-- Required work --
In the records below, some lines contain the word "Give". Copy each of them.

Saved entries:
· · ·

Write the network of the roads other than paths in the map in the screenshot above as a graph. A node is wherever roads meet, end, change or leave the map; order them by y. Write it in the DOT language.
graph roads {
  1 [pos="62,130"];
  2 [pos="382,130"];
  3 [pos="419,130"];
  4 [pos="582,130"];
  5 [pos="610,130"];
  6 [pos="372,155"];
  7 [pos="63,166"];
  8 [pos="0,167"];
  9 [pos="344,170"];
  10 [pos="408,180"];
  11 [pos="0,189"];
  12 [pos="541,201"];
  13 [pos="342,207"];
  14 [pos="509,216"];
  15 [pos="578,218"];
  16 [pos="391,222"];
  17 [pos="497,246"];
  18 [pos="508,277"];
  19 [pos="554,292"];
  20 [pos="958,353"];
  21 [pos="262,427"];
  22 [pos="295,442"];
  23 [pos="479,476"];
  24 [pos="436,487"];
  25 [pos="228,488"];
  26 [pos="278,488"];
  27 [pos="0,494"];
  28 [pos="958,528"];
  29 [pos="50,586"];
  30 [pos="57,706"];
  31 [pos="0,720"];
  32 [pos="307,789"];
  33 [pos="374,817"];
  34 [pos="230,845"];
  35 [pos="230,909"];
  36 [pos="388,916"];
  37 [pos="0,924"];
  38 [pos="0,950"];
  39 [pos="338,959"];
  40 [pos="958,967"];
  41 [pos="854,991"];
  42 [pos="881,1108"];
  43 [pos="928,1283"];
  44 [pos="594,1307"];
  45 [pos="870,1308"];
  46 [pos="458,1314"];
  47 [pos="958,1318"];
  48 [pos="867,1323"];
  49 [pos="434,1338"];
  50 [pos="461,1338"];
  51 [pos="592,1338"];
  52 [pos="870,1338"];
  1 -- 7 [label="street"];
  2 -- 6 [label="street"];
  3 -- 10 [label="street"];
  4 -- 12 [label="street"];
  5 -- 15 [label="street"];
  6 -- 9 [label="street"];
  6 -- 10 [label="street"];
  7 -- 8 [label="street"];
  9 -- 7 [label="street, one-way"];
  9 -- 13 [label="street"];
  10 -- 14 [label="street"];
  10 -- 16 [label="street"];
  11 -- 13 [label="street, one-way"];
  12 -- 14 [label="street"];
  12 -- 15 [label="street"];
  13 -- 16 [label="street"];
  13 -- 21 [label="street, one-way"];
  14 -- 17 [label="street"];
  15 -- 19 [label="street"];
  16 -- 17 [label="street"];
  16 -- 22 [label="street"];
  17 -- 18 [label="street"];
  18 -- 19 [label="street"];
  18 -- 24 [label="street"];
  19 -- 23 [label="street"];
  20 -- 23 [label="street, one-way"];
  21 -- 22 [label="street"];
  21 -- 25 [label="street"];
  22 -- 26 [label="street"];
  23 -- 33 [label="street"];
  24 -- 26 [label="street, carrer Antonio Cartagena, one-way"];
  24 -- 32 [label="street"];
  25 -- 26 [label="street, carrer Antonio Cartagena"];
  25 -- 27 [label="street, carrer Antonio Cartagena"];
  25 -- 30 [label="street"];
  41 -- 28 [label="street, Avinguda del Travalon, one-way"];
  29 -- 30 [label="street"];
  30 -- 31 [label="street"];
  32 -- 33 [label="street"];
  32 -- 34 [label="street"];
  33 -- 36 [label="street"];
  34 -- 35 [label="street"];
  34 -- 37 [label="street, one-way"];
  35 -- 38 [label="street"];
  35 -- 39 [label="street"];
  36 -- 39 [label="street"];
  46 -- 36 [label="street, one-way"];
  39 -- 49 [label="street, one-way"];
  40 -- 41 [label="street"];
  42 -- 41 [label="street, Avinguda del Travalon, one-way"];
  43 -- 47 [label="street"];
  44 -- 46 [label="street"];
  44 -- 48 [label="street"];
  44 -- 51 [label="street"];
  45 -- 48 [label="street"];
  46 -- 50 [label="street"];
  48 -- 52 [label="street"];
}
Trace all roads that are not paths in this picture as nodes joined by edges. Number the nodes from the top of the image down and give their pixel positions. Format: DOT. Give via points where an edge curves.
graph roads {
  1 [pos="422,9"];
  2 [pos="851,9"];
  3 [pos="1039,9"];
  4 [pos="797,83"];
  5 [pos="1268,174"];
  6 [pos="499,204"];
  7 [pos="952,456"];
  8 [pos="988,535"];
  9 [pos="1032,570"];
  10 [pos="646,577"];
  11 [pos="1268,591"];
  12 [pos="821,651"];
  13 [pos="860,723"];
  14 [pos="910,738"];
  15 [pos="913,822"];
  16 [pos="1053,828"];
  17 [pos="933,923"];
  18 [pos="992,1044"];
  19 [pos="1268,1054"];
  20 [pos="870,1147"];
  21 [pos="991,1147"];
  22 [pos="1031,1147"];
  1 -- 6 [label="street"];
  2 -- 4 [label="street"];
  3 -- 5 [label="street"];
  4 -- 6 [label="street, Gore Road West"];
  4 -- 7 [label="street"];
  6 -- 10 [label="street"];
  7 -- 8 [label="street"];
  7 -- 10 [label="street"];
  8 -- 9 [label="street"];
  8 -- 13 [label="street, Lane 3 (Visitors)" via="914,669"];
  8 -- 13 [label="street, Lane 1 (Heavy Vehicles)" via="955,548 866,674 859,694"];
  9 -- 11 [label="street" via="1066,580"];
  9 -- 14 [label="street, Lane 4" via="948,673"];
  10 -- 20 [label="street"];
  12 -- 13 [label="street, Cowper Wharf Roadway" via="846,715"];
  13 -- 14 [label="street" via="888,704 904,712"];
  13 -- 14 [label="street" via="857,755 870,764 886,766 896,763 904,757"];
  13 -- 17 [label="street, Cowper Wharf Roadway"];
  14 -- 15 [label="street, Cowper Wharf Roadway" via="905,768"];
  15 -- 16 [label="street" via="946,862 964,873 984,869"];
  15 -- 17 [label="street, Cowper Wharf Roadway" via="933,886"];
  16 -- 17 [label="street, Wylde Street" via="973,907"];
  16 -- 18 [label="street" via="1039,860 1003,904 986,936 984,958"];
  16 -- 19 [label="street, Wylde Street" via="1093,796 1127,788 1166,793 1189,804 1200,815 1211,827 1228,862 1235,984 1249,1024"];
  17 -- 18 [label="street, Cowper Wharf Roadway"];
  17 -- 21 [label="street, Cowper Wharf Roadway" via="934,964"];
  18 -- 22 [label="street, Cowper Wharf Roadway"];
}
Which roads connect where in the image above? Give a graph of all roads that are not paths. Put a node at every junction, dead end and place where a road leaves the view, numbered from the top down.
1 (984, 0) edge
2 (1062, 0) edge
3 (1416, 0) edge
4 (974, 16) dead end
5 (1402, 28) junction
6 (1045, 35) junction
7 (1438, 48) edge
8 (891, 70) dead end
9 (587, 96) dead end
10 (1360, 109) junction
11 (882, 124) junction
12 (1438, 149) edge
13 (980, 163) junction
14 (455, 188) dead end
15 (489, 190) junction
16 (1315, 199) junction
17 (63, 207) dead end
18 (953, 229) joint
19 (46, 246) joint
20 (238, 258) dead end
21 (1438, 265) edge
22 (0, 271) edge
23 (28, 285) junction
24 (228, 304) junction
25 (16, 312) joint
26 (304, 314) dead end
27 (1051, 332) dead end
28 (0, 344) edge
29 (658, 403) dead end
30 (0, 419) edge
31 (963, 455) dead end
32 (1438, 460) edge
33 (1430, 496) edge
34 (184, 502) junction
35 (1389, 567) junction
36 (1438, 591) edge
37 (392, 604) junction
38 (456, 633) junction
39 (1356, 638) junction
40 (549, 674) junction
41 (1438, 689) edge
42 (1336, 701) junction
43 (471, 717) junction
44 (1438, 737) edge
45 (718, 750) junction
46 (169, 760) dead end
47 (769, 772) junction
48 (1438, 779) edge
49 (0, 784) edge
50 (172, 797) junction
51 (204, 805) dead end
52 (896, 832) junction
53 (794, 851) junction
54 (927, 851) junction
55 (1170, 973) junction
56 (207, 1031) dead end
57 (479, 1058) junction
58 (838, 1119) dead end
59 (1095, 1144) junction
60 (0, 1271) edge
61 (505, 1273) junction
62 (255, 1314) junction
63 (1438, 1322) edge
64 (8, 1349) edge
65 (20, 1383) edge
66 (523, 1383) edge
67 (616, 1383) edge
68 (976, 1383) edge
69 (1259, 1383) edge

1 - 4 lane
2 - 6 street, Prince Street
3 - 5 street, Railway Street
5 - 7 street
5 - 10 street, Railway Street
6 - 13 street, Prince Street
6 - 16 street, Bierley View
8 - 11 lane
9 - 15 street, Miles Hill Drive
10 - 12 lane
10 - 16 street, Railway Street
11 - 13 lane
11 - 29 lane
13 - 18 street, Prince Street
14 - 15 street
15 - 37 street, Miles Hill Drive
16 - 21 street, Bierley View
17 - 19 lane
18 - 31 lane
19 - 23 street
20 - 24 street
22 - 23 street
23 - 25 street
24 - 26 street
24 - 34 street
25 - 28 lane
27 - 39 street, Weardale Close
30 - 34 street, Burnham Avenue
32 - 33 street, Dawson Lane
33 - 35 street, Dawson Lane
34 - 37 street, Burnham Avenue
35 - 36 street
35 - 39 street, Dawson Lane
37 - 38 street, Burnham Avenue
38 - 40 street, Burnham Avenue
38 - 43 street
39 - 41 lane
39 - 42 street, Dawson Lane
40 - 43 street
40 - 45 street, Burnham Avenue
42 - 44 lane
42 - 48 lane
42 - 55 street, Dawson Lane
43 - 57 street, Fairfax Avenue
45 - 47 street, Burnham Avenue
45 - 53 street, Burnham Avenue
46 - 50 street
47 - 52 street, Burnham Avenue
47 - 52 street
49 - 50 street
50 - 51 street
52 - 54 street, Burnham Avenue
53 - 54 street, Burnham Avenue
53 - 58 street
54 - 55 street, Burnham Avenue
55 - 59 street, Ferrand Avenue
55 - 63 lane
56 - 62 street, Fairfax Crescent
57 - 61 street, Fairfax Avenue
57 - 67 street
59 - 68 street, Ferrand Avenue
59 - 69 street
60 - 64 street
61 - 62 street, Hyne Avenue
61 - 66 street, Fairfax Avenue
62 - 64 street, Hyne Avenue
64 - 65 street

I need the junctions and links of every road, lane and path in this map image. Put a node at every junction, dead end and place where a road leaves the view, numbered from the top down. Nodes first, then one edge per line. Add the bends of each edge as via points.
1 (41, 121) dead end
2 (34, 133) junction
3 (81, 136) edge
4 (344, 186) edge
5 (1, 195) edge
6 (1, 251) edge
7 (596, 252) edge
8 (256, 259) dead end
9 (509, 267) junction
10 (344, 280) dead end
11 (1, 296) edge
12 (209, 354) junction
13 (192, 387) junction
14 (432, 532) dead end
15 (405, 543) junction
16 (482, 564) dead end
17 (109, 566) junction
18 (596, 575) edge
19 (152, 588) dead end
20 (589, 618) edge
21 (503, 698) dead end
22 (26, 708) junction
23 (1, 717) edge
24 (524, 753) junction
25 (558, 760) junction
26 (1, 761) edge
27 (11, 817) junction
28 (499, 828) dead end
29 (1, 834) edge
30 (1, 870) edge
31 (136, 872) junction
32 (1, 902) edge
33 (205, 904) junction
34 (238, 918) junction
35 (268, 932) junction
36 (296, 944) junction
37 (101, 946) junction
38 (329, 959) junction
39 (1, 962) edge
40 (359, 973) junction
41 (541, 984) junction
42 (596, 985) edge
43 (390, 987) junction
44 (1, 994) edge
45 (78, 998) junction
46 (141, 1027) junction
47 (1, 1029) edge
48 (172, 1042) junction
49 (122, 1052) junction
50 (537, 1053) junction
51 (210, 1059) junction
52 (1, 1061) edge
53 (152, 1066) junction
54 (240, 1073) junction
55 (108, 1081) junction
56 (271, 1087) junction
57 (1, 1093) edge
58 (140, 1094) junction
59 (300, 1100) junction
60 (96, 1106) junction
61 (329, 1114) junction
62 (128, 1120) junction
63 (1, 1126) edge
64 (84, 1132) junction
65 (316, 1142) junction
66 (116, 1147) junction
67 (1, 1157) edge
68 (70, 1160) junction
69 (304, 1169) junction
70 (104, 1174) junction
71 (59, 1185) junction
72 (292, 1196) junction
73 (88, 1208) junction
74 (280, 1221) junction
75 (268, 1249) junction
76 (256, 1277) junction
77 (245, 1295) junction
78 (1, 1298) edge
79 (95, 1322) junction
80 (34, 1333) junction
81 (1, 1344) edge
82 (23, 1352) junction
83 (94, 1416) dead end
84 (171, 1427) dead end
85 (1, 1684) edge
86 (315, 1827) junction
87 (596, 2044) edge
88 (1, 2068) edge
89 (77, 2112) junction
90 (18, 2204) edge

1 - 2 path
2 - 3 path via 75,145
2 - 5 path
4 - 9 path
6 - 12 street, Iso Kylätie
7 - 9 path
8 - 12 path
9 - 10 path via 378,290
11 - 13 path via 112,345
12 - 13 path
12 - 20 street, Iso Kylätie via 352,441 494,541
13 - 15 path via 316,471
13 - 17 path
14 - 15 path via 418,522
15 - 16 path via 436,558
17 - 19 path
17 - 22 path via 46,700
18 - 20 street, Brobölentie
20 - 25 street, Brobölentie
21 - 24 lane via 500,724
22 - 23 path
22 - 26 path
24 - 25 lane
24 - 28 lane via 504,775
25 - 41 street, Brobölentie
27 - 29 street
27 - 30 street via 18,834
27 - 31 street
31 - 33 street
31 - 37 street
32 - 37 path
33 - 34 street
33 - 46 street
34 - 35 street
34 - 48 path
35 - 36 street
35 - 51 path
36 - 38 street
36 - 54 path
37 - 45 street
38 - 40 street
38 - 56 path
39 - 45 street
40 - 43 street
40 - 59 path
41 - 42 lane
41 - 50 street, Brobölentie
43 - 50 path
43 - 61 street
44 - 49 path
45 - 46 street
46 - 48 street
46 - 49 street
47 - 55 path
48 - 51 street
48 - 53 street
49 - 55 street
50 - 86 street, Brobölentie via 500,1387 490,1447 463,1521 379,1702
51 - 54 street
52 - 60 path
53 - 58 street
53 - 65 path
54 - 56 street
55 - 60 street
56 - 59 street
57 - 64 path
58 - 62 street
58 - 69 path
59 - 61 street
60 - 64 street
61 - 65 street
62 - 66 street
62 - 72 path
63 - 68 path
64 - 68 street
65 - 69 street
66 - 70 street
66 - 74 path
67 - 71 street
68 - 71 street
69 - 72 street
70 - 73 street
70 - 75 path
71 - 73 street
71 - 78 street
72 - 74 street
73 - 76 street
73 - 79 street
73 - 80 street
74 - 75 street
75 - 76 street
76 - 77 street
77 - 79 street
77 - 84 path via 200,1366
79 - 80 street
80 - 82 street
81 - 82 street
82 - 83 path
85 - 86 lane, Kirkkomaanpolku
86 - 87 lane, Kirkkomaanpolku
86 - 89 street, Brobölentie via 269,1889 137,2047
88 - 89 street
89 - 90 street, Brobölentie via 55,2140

· · ·

-- Result of this exercise --
Trace all roads that are not paths in this picture as nodes joined by edges. Number the nodes from the top of the image down and give their pixel positions. Format: DOT. Give via points where an edge curves.
Which roads connect where in the image above? Give a graph of all roads that are not paths. Put a node at every junction, dead end and place where a road leaves the view, numbered from the top down.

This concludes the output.